DATASET RECORDS -
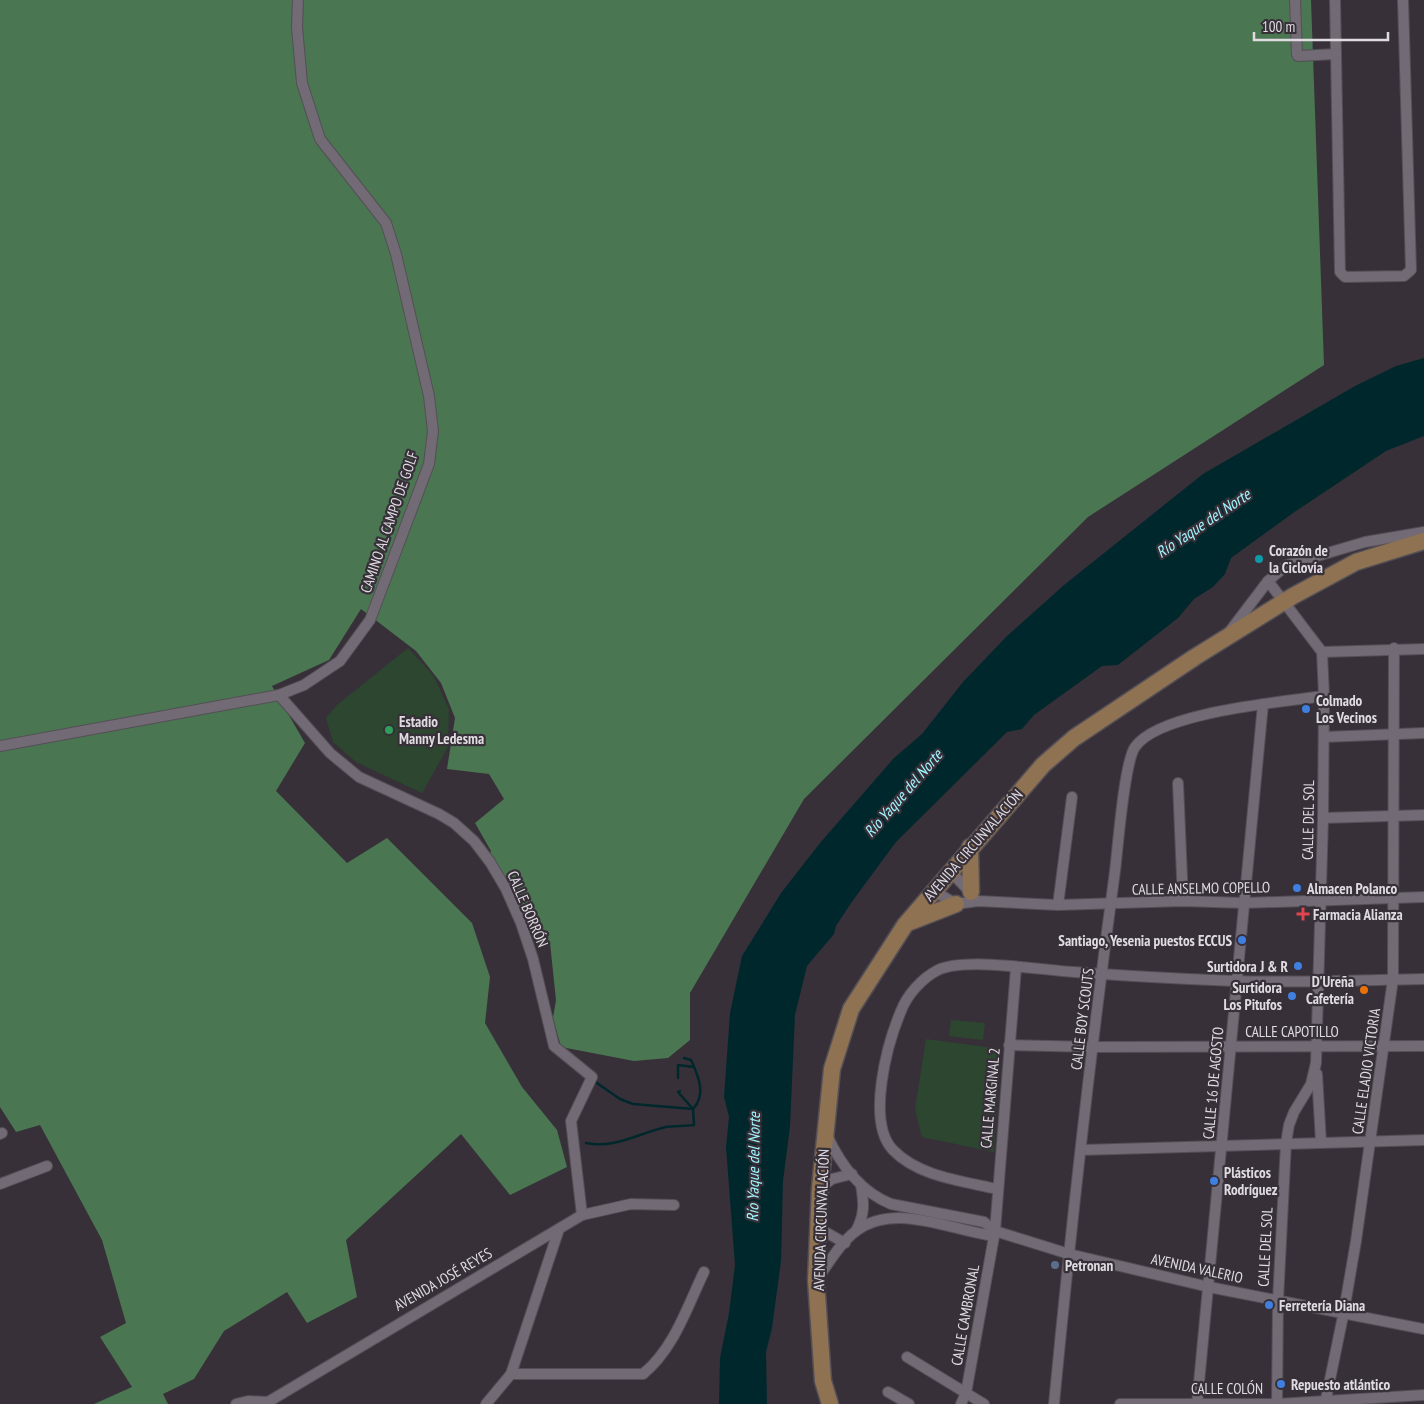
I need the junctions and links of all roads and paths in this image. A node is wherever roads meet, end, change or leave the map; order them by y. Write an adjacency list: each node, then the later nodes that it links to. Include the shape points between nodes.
1 (298, 0): 14 (street, CAMINO AL CAMPO DE GOLF, via 296,27 302,84 320,139 386,223 427,386 433,431 429,464 370,620 340,661 304,685)
2 (1294, 0): 5 (street, via 1298,56)
3 (1335, 0): 5 (street)
4 (1403, 0): 5 (street, via 1411,270 1404,276 1345,277 1340,272)
5 (1336, 54)
6 (1424, 532): 8 (street, via 1365,542 1287,565)
7 (1424, 541): 9 (main road, AVENIDA CIRCUNVALACIÓN, via 1356,562)
8 (1268, 581): 9 (street); 10 (street)
9 (1283, 602): 10 (main road, AVENIDA CIRCUNVALACIÓN); 13 (street)
10 (1226, 636): 26 (main road, AVENIDA CIRCUNVALACIÓN, via 1074,738 1043,765)
11 (1394, 648): 12 (street); 13 (street); 18 (street, CALLE ELADIO VICTORIA)
12 (1424, 649)
13 (1322, 652): 15 (street, CALLE DEL SOL)
14 (279, 695): 20 (street, CAMINO AL CAMPO DE GOLF); 66 (street, CALLE BORRÓN, via 330,753 359,777 454,823 490,862 521,923 554,1046 592,1077 571,1121)
15 (1324, 696): 16 (street, CALLE BOY SCOUTS); 19 (street, CALLE DEL SOL)
16 (1263, 704): 34 (street, CALLE 16 DE AGOSTO); 36 (street, CALLE BOY SCOUTS, via 1178,721 1145,737 1135,748 1126,786)
17 (1424, 733): 18 (street)
18 (1393, 734): 19 (street); 24 (street, CALLE ELADIO VICTORIA)
19 (1324, 737): 25 (street, CALLE DEL SOL)
20 (0, 746)
21 (1178, 784): 33 (street)
22 (1072, 797): 37 (street)
23 (1424, 815): 24 (street)
24 (1393, 816): 25 (street); 31 (street, CALLE ELADIO VICTORIA)
25 (1323, 818): 32 (street, CALLE DEL SOL)
26 (970, 847): 27 (main road, AVENIDA CIRCUNVALACIÓN); 29 (main road)
27 (950, 871): 28 (main road, AVENIDA CIRCUNVALACIÓN); 29 (street)
28 (934, 891): 35 (street); 38 (main road, AVENIDA CIRCUNVALACIÓN)
29 (975, 897): 35 (street, CALLE ANSELMO COPELLO); 37 (street, CALLE ANSELMO COPELLO)
30 (1424, 897): 31 (street, CALLE ANSELMO COPELLO)
31 (1395, 898): 32 (street, CALLE ANSELMO COPELLO); 41 (street, CALLE ELADIO VICTORIA)
32 (1321, 900): 34 (street, CALLE ANSELMO COPELLO); 44 (street, CALLE DEL SOL)
33 (1183, 901): 34 (street, CALLE ANSELMO COPELLO); 36 (street, CALLE ANSELMO COPELLO)
34 (1244, 903): 43 (street, CALLE 16 DE AGOSTO)
35 (956, 904): 38 (main road)
36 (1110, 904): 37 (street, CALLE ANSELMO COPELLO); 40 (street, CALLE BOY SCOUTS)
37 (1058, 905)
38 (905, 925): 52 (main road, AVENIDA CIRCUNVALACIÓN, via 851,1009 832,1069)
39 (1016, 968): 40 (street); 46 (street, CALLE MARGINAL 2); 64 (street, via 959,965 938,970 919,984 901,1010 884,1074 880,1112 883,1130 892,1149 909,1164 931,1174)
40 (1103, 975): 43 (street); 50 (street, CALLE BOY SCOUTS)
41 (1393, 979): 42 (street); 44 (street); 48 (street, CALLE ELADIO VICTORIA)
42 (1424, 979)
43 (1236, 981): 44 (street); 47 (street, CALLE 16 DE AGOSTO)
44 (1317, 981): 45 (street, CALLE DEL SOL)
45 (1317, 1045): 47 (street, CALLE CAPOTILLO); 48 (street, CALLE CAPOTILLO); 51 (street, CALLE DEL SOL)
46 (1009, 1046): 50 (street, CALLE CAPOTILLO); 64 (street, CALLE MARGINAL 2)
47 (1231, 1046): 50 (street, CALLE CAPOTILLO); 57 (street, CALLE 16 DE AGOSTO)
48 (1384, 1046): 49 (street, CALLE CAPOTILLO); 54 (street, CALLE ELADIO VICTORIA)
49 (1424, 1046)
50 (1094, 1047): 58 (street, CALLE BOY SCOUTS)
51 (1316, 1063): 55 (street); 56 (street, CALLE DEL SOL, via 1311,1084 1289,1125)
52 (825, 1130): 60 (street, AVENIDA VALERIO, via 835,1154); 63 (main road, AVENIDA CIRCUNVALACIÓN)
53 (1424, 1140): 54 (street)
54 (1372, 1141): 55 (street); 77 (street, CALLE ELADIO VICTORIA)
55 (1321, 1142): 56 (street)
56 (1286, 1143): 57 (street); 76 (street, CALLE DEL SOL)
57 (1222, 1147): 58 (street); 75 (street, CALLE 16 DE AGOSTO)
58 (1081, 1150): 72 (street, CALLE BOY SCOUTS)
59 (47, 1166): 61 (street)
60 (852, 1174): 62 (street, AVENIDA VALERIO); 63 (street, via 832,1179)
61 (0, 1184)
62 (862, 1185): 69 (street, via 863,1218); 70 (street, AVENIDA VALERIO, via 878,1199 891,1204 984,1222)
63 (820, 1188): 67 (main road, AVENIDA CIRCUNVALACIÓN)
64 (998, 1189): 70 (street, CALLE MARGINAL 2)
65 (674, 1205): 66 (street, AVENIDA JOSÉ REYES, via 631,1204)
66 (582, 1215): 68 (street, AVENIDA JOSÉ REYES)
67 (818, 1228): 71 (street); 74 (main road, AVENIDA CIRCUNVALACIÓN)
68 (559, 1229): 81 (street); 85 (street, AVENIDA JOSÉ REYES)
69 (856, 1231): 70 (street, AVENIDA VALERIO, via 891,1217 988,1235); 71 (street, AVENIDA VALERIO)
70 (995, 1231): 72 (street, AVENIDA VALERIO); 83 (street, CALLE CAMBRONAL)
71 (845, 1243): 74 (street, AVENIDA VALERIO)
72 (1069, 1254): 75 (street, AVENIDA VALERIO); 94 (street, CALLE BOY SCOUTS)
73 (704, 1272): 81 (street, via 669,1345 655,1364 642,1374)
74 (816, 1280): 79 (main road, AVENIDA CIRCUNVALACIÓN)
75 (1209, 1287): 76 (street, AVENIDA VALERIO); 96 (street, CALLE 16 DE AGOSTO)
76 (1278, 1300): 77 (street, AVENIDA VALERIO); 97 (street, CALLE DEL SOL)
77 (1344, 1312): 78 (street, AVENIDA VALERIO); 86 (street, CALLE ELADIO VICTORIA)
78 (1424, 1329)
79 (822, 1351): 89 (main road, AVENIDA CIRCUNVALACIÓN, via 823,1382); 90 (main road, AVENIDA CIRCUNVALACIÓN)
80 (907, 1357): 83 (street)
81 (511, 1374): 88 (street)
82 (888, 1392): 91 (street)
83 (966, 1393): 92 (street, CALLE CAMBRONAL); 93 (street)
84 (1424, 1395): 86 (street, CALLE COLÓN)
85 (266, 1403): 87 (street, AVENIDA JOSÉ REYES, via 248,1401)
86 (1325, 1403): 97 (street, CALLE COLÓN)
87 (236, 1404)
88 (486, 1404)
89 (830, 1404)
90 (838, 1404)
91 (909, 1404)
92 (961, 1404)
93 (984, 1404)
94 (1054, 1404)
95 (1120, 1404): 96 (street, CALLE COLÓN)
96 (1197, 1404): 97 (street, CALLE COLÓN)
97 (1277, 1404)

EXERCISE REQUIREMENTS - Single out each line of the records above with the string "CAMINO" in it, and copy it.

ANSWER TO THIS PROBLEM -
1 (298, 0): 14 (street, CAMINO AL CAMPO DE GOLF, via 296,27 302,84 320,139 386,223 427,386 433,431 429,464 370,620 340,661 304,685)
14 (279, 695): 20 (street, CAMINO AL CAMPO DE GOLF); 66 (street, CALLE BORRÓN, via 330,753 359,777 454,823 490,862 521,923 554,1046 592,1077 571,1121)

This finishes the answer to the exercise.